In therapy, I work with individuals to identify how these blocking beliefs limit their ability to process and overcome traumatic experiences. By replacing these restrictive beliefs with more positive and adaptive ones, individuals can embark on a journey of healing and cease the self-sabotage. Therapeutic modalities such as EMDR (Eye Movement Desensitization Reprocessing) and CBT (Cognitive Behavioral Therapy) are powerful tools for achieving this transformation.
For instance, a person who has undergone a traumatic event might hold a blocking belief like "I am weak and powerless." This belief could hinder them from seeking help or taking action to address the trauma. Through EMDR or CBT therapy, I help the individual challenge this belief by highlighting instances when they exhibited strength and resilience. Together, we explore alternative beliefs, such as "I am strong and resilient."
To aid self-reflection and awareness, here are some questions individuals can ask themselves if they suspect they are unknowingly erecting barriers to their recovery:
Do I believe I possess the strength or willpower to solve this problem?
Am I afraid that if I solve this problem, I will lose a part of my identity?
Do I perceive any danger in addressing this problem?
Do I anticipate negative consequences if I openly discuss this problem?

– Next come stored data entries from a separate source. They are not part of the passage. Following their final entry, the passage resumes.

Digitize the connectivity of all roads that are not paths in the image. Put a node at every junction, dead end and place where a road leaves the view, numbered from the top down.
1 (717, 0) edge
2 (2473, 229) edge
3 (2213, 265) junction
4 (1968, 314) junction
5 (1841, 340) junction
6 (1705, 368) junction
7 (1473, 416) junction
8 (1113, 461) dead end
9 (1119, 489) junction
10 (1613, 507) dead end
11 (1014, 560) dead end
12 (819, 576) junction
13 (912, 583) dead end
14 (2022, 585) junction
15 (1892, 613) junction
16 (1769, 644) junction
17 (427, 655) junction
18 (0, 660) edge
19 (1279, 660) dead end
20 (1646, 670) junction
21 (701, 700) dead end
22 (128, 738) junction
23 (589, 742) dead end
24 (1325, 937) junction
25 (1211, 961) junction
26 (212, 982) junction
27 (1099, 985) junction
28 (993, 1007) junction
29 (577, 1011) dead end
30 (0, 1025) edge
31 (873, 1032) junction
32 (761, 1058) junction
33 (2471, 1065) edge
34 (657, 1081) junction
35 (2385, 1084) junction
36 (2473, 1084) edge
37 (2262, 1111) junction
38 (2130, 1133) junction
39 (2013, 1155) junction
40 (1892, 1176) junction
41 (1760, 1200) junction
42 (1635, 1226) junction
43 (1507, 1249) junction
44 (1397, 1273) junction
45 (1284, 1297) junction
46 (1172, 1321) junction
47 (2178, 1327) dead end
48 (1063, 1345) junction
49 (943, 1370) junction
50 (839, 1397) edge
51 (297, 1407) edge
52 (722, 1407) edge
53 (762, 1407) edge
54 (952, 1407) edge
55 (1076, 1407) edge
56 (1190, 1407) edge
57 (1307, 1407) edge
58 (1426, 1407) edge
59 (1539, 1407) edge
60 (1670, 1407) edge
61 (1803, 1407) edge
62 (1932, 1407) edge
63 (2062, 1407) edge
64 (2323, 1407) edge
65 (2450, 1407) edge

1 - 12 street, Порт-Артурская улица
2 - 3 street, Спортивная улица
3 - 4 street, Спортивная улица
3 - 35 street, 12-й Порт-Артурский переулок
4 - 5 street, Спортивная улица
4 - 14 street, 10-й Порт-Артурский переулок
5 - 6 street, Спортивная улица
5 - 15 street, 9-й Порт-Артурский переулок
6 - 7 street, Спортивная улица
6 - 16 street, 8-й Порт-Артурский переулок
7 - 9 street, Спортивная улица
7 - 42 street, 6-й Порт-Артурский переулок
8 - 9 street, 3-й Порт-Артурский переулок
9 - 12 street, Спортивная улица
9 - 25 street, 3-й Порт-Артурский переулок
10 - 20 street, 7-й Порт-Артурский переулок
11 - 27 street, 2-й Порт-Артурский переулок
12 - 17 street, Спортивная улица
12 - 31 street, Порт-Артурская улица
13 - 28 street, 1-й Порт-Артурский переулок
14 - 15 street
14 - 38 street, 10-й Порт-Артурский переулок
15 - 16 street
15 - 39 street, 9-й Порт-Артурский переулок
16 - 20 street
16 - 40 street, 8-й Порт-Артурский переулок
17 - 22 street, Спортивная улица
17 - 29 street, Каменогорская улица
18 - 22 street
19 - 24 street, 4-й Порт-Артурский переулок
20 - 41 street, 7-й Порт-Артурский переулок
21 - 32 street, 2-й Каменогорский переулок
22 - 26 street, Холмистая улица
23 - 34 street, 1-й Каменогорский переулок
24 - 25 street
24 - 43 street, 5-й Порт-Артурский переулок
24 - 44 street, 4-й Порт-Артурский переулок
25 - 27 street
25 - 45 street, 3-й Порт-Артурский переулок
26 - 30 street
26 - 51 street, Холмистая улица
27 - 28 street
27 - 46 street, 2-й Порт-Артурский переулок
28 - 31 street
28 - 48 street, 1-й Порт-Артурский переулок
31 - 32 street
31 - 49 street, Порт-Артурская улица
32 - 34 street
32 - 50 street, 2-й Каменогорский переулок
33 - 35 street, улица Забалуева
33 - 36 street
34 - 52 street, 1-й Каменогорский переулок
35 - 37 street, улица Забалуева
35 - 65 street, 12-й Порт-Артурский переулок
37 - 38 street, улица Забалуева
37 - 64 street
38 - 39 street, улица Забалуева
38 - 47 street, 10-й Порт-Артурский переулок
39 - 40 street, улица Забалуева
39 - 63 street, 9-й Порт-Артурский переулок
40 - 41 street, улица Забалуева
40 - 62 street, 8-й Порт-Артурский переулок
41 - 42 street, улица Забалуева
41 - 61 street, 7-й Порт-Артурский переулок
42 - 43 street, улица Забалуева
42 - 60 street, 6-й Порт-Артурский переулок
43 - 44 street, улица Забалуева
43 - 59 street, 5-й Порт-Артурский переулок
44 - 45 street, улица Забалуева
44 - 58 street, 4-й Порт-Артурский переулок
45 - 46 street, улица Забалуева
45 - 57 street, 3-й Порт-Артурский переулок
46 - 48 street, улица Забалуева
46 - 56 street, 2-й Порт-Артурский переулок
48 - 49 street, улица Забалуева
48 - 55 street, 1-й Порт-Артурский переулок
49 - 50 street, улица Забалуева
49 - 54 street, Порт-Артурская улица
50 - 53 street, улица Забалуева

Limiting beliefs, whether conscious or unconscious, create self-imposed constraints that inhibit our ability to cope with stress and trauma. These beliefs can stem from past experiences, cultural or societal conditioning, or various sources. By undermining our confidence and motivation, they fuel self-sabotage. It is paramount to identify and challenge these beliefs to facilitate personal growth and success.